Corelight raises $50 million to monitor networks for intruders
San Francisco-based Corelight, which provides network traffic analyst platform for cybersecurity, today announced that it’s secured $50 million in a series C funding round led by Insight Partners. The fresh capital brings the startup’s total fundraising to $84 million to date following a $25 million series B in September 2018 and a $9.2 million series A in July 2017, which CEO Greg Bell said will accelerate Corelight’s investments in product development, research, sales, and marketing.
“What makes our data first security approach so powerful is the global community behind it,” added Bell. “That community generously contributes new detections, parsers, and other capabilities for the benefit of all defenders. In addition to helping Corelight accelerate commercial progress, the new investment will enable us to engage and serve our community at a higher level. Belief in this joint vision is a key driver for the partnership with Insight and Accel, two renowned and experienced firms.”
Corelight got its start in 2013 when Dr. Vern Paxson, a professor of computer science at the University of California, Berkeley, alongside Robin Sommer and Seth Hall built a network visibility solution atop an open source framework called Zeek (formerly Bro). Paxson began developing Zeek in 1995 while working at Lawrence Berkeley National Laboratory, and it went onto reach thousands of organizations around the world including labs in the Department of Energy, agencies in the US government, and research universities like Indiana University, Ohio State, and Stanford.

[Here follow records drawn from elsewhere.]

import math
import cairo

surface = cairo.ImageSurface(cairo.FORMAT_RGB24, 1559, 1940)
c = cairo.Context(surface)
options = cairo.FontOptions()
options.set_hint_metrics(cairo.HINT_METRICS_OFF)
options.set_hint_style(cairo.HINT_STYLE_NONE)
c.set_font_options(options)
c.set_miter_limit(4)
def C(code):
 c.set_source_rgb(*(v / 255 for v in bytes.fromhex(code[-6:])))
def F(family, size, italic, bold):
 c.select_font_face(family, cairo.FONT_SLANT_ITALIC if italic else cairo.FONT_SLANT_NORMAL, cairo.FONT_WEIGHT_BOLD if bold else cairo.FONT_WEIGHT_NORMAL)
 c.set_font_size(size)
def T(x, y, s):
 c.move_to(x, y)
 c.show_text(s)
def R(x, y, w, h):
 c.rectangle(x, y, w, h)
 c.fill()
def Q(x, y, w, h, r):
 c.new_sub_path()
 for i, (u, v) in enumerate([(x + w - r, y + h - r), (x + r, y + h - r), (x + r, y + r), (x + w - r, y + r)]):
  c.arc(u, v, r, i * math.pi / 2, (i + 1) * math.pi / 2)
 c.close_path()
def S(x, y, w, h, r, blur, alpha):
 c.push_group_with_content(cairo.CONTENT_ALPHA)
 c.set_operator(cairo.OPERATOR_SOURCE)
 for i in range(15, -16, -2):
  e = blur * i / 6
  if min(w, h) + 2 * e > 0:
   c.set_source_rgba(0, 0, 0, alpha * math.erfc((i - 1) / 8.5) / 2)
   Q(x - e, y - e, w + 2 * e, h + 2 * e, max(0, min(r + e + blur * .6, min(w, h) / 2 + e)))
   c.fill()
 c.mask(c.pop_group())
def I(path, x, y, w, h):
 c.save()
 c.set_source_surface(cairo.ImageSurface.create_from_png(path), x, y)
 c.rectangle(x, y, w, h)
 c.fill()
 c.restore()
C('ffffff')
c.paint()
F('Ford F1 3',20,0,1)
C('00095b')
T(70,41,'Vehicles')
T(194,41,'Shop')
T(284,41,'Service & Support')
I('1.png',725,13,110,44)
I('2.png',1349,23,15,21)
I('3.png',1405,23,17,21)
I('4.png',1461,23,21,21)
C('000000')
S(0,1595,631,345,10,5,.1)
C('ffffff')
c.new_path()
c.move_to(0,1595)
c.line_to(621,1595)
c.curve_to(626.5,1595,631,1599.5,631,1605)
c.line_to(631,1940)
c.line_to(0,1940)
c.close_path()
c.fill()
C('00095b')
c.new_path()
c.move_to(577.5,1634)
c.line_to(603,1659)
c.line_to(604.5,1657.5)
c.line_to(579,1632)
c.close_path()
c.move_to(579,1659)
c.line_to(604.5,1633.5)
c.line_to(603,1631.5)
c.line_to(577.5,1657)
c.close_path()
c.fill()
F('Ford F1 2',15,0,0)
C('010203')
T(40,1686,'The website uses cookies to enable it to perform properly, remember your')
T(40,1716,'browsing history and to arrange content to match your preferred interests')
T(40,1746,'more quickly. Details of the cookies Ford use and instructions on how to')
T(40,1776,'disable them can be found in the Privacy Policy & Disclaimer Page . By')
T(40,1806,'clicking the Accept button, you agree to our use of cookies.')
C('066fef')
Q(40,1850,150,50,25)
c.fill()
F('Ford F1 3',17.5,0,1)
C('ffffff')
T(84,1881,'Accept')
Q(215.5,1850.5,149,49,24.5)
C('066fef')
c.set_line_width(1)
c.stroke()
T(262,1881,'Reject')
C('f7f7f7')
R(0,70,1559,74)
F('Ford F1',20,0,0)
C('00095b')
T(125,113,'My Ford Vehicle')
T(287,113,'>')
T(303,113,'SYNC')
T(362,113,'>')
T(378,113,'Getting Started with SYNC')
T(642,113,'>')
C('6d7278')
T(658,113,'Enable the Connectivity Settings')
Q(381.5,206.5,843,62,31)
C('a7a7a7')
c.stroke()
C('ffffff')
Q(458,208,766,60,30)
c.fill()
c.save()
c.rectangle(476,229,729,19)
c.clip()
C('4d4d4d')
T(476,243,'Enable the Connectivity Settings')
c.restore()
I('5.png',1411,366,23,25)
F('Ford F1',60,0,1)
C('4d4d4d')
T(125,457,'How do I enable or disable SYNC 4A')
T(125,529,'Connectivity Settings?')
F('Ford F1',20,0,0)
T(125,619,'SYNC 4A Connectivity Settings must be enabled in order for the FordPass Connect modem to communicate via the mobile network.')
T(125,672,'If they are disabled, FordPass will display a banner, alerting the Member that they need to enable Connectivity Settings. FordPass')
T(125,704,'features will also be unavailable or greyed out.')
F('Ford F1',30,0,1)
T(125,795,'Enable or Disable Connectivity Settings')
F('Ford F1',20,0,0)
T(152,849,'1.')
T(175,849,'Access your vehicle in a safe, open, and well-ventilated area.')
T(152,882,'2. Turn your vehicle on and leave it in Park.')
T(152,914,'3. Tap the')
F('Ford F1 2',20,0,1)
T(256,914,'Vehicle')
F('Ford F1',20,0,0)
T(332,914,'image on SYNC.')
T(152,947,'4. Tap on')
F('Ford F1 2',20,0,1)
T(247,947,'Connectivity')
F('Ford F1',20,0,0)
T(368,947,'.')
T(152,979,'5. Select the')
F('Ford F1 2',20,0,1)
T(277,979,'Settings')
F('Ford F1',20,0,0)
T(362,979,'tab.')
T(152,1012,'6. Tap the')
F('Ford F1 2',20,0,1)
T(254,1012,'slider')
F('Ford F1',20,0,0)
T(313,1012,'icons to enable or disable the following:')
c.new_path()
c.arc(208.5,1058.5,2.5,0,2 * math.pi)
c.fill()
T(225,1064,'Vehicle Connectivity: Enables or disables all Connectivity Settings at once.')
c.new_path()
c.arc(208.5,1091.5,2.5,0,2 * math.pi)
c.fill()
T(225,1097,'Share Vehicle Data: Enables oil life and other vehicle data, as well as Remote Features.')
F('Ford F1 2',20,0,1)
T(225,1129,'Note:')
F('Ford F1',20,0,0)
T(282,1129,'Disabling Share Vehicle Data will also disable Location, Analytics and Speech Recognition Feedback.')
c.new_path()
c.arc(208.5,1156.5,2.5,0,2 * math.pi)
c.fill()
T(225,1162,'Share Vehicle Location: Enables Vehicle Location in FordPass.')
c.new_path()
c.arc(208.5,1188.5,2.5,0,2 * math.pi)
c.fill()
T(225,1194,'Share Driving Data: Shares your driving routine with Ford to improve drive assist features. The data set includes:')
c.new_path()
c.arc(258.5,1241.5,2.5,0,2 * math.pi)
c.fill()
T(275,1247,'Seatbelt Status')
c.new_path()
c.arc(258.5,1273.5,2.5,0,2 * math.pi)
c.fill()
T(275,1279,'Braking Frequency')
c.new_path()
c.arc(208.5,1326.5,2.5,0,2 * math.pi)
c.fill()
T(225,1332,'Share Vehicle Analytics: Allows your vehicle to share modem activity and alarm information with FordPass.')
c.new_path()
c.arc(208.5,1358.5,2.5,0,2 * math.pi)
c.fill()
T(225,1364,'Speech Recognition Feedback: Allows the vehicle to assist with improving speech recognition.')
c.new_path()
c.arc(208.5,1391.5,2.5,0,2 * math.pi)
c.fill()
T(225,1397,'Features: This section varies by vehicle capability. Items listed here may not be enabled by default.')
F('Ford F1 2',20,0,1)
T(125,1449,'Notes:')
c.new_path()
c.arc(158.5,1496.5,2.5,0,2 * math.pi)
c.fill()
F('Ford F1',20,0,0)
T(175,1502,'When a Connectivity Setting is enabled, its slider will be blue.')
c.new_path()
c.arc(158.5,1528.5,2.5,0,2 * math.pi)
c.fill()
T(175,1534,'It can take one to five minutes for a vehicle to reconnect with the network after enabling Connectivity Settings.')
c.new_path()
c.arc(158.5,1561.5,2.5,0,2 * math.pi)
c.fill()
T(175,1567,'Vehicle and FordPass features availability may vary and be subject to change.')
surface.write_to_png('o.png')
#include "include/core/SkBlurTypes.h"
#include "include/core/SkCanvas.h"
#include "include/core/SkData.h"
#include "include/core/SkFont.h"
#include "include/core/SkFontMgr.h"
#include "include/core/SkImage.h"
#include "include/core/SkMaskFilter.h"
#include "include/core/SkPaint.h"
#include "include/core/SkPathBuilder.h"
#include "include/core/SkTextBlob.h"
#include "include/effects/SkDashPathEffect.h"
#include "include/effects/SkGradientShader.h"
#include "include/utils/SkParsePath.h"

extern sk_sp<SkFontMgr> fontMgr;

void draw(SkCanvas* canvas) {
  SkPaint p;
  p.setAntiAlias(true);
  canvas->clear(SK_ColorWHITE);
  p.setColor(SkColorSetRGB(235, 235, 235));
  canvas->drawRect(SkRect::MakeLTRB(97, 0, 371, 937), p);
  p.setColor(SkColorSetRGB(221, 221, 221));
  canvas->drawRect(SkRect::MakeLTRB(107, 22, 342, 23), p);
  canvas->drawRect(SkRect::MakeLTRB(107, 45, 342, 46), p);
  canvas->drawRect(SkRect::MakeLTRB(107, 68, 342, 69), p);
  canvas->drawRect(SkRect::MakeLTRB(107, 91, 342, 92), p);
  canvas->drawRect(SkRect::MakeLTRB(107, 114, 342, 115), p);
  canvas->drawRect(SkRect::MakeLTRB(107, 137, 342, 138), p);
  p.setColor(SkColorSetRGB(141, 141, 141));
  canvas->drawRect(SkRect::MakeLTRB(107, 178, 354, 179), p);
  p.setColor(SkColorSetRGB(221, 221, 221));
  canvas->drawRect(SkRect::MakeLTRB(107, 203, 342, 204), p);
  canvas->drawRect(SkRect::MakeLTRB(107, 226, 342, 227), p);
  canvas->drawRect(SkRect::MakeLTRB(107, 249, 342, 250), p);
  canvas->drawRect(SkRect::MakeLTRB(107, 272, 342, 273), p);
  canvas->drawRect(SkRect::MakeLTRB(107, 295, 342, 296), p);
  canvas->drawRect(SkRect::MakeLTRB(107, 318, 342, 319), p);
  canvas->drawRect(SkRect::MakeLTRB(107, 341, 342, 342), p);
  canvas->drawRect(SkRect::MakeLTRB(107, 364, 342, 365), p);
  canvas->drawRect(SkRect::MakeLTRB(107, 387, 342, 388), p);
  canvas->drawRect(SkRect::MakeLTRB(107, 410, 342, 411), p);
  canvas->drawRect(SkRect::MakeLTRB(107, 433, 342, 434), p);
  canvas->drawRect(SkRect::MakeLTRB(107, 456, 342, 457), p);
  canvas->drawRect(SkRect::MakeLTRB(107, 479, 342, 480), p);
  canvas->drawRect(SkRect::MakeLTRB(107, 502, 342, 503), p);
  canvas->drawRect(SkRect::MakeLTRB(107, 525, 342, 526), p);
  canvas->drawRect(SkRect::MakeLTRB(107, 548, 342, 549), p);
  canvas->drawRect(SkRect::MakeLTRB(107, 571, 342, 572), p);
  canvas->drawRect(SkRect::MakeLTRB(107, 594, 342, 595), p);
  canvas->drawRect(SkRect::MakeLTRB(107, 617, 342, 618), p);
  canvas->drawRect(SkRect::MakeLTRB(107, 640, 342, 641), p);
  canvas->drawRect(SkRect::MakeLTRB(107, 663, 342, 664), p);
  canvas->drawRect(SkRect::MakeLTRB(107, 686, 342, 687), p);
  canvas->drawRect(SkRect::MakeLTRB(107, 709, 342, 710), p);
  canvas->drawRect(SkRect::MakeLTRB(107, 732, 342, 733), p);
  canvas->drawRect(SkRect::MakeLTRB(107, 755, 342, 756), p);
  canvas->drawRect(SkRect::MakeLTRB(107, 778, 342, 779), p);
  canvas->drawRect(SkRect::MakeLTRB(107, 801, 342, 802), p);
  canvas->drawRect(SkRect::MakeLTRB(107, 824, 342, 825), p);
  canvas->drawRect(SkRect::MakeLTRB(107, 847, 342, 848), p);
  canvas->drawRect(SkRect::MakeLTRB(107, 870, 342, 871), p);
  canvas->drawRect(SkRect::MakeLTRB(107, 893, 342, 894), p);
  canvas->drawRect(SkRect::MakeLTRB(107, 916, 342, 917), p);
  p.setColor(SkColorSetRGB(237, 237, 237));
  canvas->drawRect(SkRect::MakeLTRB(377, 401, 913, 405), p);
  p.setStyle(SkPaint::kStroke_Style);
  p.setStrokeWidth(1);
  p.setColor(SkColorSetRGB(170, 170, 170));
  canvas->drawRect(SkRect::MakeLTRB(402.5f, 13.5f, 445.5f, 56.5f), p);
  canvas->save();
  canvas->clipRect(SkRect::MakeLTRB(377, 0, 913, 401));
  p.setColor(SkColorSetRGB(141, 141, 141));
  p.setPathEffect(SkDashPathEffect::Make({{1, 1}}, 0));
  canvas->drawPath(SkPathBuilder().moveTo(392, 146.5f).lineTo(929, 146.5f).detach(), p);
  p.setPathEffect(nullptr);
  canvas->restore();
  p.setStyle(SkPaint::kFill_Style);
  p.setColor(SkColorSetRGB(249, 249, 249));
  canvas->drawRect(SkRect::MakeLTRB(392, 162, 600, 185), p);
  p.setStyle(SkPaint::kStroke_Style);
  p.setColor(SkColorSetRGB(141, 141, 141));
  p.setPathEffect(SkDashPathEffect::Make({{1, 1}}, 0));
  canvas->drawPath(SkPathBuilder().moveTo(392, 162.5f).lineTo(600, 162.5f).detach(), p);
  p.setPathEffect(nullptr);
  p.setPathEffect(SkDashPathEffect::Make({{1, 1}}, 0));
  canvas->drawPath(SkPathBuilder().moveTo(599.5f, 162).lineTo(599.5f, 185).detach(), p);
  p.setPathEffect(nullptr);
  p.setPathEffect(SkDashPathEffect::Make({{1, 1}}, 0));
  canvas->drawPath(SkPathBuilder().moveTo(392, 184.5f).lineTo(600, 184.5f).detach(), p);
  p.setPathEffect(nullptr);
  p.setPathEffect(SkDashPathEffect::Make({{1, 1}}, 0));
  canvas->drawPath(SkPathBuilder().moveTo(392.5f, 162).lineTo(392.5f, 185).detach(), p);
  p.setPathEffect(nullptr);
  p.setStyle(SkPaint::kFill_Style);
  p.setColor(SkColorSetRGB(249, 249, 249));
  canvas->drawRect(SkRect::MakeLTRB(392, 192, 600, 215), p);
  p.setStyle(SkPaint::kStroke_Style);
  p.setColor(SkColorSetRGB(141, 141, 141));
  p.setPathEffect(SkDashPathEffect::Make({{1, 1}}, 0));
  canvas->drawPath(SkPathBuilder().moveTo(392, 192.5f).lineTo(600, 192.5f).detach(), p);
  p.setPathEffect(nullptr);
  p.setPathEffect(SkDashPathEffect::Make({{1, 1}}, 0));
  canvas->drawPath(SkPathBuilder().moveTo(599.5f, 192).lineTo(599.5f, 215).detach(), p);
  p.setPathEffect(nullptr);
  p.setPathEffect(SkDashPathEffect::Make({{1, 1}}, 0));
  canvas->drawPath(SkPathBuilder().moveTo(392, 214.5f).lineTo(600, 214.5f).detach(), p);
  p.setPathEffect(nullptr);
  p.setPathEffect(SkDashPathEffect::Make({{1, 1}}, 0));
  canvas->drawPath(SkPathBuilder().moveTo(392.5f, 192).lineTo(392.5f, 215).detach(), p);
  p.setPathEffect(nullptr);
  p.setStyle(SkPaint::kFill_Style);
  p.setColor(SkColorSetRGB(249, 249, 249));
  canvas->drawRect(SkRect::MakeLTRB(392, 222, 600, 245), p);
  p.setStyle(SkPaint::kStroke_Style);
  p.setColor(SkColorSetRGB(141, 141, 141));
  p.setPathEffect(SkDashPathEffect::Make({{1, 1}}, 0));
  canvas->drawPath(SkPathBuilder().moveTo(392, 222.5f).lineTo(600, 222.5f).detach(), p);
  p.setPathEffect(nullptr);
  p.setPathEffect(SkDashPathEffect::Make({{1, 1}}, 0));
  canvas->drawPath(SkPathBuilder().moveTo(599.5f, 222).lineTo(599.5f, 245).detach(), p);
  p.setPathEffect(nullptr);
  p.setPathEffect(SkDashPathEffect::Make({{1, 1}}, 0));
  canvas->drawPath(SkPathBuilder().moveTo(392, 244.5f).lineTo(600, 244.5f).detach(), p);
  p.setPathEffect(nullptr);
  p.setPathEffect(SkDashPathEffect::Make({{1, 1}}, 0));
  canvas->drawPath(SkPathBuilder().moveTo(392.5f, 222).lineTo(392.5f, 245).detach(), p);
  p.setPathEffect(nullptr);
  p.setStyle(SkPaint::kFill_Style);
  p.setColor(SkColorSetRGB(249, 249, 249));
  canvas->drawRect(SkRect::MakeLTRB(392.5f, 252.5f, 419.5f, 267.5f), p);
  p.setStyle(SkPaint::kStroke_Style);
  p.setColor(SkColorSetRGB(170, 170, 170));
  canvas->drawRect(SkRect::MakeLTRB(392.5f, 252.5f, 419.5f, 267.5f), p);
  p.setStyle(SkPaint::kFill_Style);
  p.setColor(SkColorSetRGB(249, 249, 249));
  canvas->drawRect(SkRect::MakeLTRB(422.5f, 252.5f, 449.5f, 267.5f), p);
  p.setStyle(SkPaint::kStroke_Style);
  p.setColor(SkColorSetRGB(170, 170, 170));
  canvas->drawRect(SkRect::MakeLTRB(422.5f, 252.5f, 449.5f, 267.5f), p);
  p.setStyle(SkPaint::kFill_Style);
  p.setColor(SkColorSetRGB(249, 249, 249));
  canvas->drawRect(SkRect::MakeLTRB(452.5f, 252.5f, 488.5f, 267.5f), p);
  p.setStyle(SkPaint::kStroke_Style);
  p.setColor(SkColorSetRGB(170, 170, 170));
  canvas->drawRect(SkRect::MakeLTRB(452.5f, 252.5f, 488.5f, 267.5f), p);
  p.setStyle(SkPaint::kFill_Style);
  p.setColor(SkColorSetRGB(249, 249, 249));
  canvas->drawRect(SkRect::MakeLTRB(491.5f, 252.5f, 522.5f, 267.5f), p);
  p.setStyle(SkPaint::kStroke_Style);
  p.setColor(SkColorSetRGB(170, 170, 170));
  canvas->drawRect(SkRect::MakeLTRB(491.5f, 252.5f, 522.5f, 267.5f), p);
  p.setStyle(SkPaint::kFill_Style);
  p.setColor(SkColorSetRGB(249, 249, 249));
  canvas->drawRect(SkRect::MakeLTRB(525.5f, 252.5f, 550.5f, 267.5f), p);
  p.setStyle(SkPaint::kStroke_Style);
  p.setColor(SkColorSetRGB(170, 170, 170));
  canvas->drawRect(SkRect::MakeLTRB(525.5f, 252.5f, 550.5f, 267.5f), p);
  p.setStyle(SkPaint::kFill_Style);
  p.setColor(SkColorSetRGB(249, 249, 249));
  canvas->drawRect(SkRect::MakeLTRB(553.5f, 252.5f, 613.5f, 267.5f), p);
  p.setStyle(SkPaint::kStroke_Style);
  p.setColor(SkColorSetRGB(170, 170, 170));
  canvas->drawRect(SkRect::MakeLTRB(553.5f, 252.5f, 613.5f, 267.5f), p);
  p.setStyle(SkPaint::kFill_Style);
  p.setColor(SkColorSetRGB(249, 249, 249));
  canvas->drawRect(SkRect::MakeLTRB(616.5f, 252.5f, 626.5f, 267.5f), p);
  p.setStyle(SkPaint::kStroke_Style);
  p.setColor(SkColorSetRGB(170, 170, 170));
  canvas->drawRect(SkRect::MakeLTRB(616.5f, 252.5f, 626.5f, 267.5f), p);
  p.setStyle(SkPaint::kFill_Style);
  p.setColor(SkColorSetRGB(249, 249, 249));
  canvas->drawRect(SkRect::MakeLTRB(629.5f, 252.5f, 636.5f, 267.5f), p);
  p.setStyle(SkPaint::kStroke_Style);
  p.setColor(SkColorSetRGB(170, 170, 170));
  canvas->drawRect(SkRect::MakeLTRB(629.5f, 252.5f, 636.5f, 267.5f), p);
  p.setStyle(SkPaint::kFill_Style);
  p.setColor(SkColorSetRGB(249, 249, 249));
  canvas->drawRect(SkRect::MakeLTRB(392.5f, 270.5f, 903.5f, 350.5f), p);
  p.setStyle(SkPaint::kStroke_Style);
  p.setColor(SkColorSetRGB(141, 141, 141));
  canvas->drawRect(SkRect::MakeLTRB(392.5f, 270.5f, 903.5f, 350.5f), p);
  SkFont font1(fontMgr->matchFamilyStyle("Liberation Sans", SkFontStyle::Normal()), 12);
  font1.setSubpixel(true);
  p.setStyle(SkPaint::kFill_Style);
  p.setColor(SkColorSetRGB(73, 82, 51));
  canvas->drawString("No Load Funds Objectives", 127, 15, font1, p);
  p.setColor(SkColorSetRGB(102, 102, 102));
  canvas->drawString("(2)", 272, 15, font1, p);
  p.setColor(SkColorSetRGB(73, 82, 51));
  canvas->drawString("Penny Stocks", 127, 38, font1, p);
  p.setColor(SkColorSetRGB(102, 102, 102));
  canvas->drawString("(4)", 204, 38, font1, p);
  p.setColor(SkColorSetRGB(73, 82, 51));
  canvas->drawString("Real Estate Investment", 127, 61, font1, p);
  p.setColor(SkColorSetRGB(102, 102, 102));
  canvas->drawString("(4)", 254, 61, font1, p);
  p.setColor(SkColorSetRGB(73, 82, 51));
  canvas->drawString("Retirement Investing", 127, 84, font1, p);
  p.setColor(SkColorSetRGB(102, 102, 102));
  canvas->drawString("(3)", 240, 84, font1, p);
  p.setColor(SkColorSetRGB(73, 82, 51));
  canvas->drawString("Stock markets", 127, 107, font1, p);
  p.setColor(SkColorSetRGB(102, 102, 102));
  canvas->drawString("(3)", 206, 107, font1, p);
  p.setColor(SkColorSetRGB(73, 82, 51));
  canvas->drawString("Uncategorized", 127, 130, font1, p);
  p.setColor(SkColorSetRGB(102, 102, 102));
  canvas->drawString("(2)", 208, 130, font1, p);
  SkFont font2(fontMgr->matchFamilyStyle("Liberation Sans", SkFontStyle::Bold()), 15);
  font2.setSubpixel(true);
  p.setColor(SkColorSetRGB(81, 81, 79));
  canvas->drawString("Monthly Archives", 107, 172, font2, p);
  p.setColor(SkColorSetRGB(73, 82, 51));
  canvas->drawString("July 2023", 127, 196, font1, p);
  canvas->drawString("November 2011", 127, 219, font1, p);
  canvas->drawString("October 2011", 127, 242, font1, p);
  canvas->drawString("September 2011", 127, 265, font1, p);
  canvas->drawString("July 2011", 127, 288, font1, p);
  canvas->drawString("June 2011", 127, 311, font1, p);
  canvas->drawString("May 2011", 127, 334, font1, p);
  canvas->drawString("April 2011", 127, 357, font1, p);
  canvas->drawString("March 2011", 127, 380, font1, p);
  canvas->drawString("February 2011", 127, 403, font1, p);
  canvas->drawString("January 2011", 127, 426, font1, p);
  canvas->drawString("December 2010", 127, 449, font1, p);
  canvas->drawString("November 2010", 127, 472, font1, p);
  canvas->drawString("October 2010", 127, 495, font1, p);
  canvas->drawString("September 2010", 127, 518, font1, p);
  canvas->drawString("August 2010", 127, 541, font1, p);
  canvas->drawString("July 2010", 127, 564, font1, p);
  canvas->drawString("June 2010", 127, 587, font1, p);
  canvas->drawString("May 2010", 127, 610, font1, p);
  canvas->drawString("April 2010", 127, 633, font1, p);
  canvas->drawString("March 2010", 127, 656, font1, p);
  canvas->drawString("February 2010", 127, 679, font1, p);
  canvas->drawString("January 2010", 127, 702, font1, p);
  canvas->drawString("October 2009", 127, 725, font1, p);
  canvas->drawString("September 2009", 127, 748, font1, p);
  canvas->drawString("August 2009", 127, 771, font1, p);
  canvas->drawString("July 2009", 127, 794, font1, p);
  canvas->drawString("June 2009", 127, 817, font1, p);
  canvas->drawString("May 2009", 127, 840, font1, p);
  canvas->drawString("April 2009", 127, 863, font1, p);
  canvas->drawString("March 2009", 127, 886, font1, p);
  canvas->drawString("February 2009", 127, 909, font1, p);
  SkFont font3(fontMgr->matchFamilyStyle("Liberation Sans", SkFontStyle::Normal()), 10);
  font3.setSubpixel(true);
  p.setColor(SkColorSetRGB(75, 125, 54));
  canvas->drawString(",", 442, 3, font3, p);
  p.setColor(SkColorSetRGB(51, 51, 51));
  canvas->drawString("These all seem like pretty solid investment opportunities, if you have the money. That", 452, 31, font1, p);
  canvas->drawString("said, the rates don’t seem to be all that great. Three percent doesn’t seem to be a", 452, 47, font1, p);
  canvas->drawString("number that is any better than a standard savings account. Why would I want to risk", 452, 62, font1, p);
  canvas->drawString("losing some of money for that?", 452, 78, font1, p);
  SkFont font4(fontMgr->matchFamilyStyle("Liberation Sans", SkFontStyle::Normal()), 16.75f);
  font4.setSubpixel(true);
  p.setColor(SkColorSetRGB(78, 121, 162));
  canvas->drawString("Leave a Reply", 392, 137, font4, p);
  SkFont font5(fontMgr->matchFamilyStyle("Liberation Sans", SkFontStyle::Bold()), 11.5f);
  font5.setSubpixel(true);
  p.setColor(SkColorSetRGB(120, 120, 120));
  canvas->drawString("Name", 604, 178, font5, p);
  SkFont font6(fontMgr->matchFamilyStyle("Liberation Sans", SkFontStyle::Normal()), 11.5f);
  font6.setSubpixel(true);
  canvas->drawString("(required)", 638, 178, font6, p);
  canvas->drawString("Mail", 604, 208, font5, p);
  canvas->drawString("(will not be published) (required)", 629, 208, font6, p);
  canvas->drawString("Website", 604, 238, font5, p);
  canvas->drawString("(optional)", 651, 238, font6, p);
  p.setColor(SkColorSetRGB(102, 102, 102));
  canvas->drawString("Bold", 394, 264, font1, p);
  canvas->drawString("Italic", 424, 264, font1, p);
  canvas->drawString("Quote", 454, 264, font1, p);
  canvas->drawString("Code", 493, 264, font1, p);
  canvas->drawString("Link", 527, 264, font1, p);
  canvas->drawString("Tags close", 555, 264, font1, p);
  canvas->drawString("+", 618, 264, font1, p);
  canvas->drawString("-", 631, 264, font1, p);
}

Corelight offers a suite of enterprise managed features supporting Zeek, including out-of-the-box integrations, distributed management, and data tuning capabilities that transform network traffic into rich logs, extracted files, and security insights. Specifically, Corelight offers traffic logging for more than 35 network protocols and the core collection of Zeek packages, in addition to support for custom Zeek packages.
Logs from Corelight’s sensors — which are available in physical, virtual, and cloud-based form factors an be seamlessly exported to data tools like Splunk, Elastic, QRadar, Spark in minutes. This helps to reduce downstream security information and event management costs by around 30% compared to a typical open source deployment, claims Bell.
Corelight’s says its customer base of just over 70 includes Fortune 500 brands, “major” government agencies, and large universities.
“Corelight recognizes that network data provides ground-truth evidence that security teams need to root out malicious activity inside their organizations,” said Jeff Horing, co-founder and managing director at Insight Partners. “It is this unique data-centric approach that sets Corelight apart from other vendors in the security market space. As a result, we believe that Corelight has substantial opportunities to expand their portfolio and provide customers a fundamentally better foundation for their security programs. We look forward to partnering with the team as they build out that vision.”
Previous and existing Corelight investors include General Catalyst, Osage University Partners, and Riverbed Technology cofounder Dr. Steve McCanne.